Records from a data source
>>>>

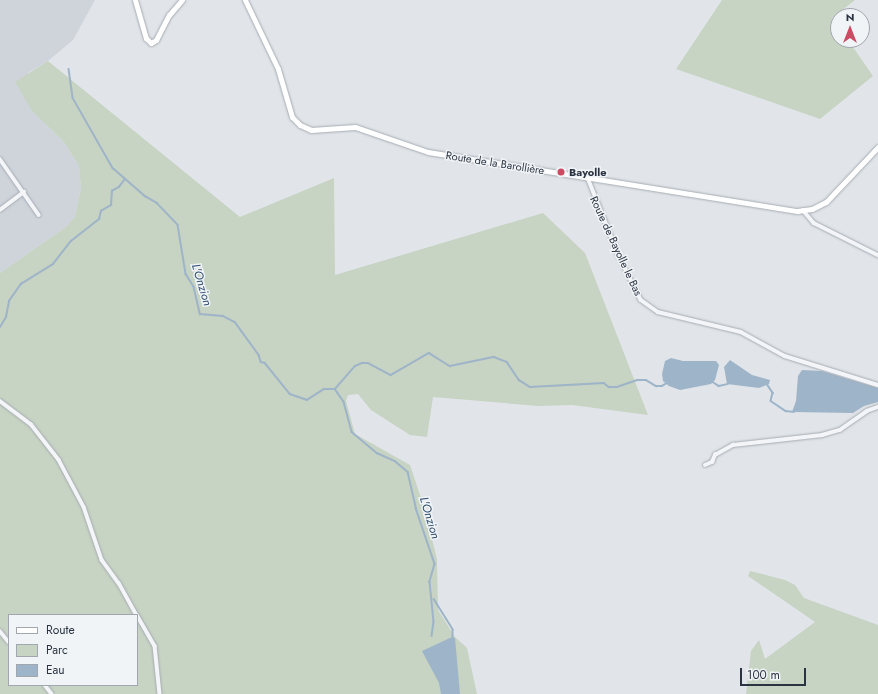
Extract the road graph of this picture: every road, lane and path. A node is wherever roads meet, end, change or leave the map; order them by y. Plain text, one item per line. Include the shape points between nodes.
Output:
1 (134, 0) edge
2 (182, 0) edge
3 (245, 0) edge
4 (878, 147) edge
5 (0, 159) edge
6 (588, 178) junction
7 (24, 192) junction
8 (0, 210) edge
9 (804, 210) junction
10 (39, 215) dead end
11 (878, 255) edge
12 (878, 385) edge
13 (0, 401) edge
14 (878, 407) edge
15 (705, 465) dead end
16 (136, 614) edge
17 (138, 617) edge
18 (0, 631) edge
19 (8, 641) edge
20 (46, 686) edge
21 (52, 694) edge
22 (160, 694) edge

1 - 2 main road via 146,38 151,43 156,40 169,15
3 - 6 main road, Route de la Barollière via 278,69 292,117 300,125 316,130 355,126 428,152
4 - 9 main road, Route de la Barollière via 826,202
5 - 7 street
6 - 9 main road, Route de la Barollière via 768,208
6 - 12 street, Route de Bayolle le Bas via 619,256 641,300 658,312 741,332 785,356
7 - 8 street
7 - 10 street
9 - 11 street via 814,223
13 - 16 street via 31,424 59,460 84,507 102,560
14 - 15 street via 867,411 840,430 822,435 733,445 715,455 712,462
17 - 22 street via 155,646
18 - 19 street
20 - 21 street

<<<<

What you will do
Every record above should reappear exactly, with the pictures gone.

Written answer
Extract the road graph of this picture: every road, lane and path. A node is wherever roads meet, end, change or leave the map; order them by y. Plain text, one item per line. Include the shape points between nodes.
Output:
1 (134, 0) edge
2 (182, 0) edge
3 (245, 0) edge
4 (878, 147) edge
5 (0, 159) edge
6 (588, 178) junction
7 (24, 192) junction
8 (0, 210) edge
9 (804, 210) junction
10 (39, 215) dead end
11 (878, 255) edge
12 (878, 385) edge
13 (0, 401) edge
14 (878, 407) edge
15 (705, 465) dead end
16 (136, 614) edge
17 (138, 617) edge
18 (0, 631) edge
19 (8, 641) edge
20 (46, 686) edge
21 (52, 694) edge
22 (160, 694) edge

1 - 2 main road via 146,38 151,43 156,40 169,15
3 - 6 main road, Route de la Barollière via 278,69 292,117 300,125 316,130 355,126 428,152
4 - 9 main road, Route de la Barollière via 826,202
5 - 7 street
6 - 9 main road, Route de la Barollière via 768,208
6 - 12 street, Route de Bayolle le Bas via 619,256 641,300 658,312 741,332 785,356
7 - 8 street
7 - 10 street
9 - 11 street via 814,223
13 - 16 street via 31,424 59,460 84,507 102,560
14 - 15 street via 867,411 840,430 822,435 733,445 715,455 712,462
17 - 22 street via 155,646
18 - 19 street
20 - 21 street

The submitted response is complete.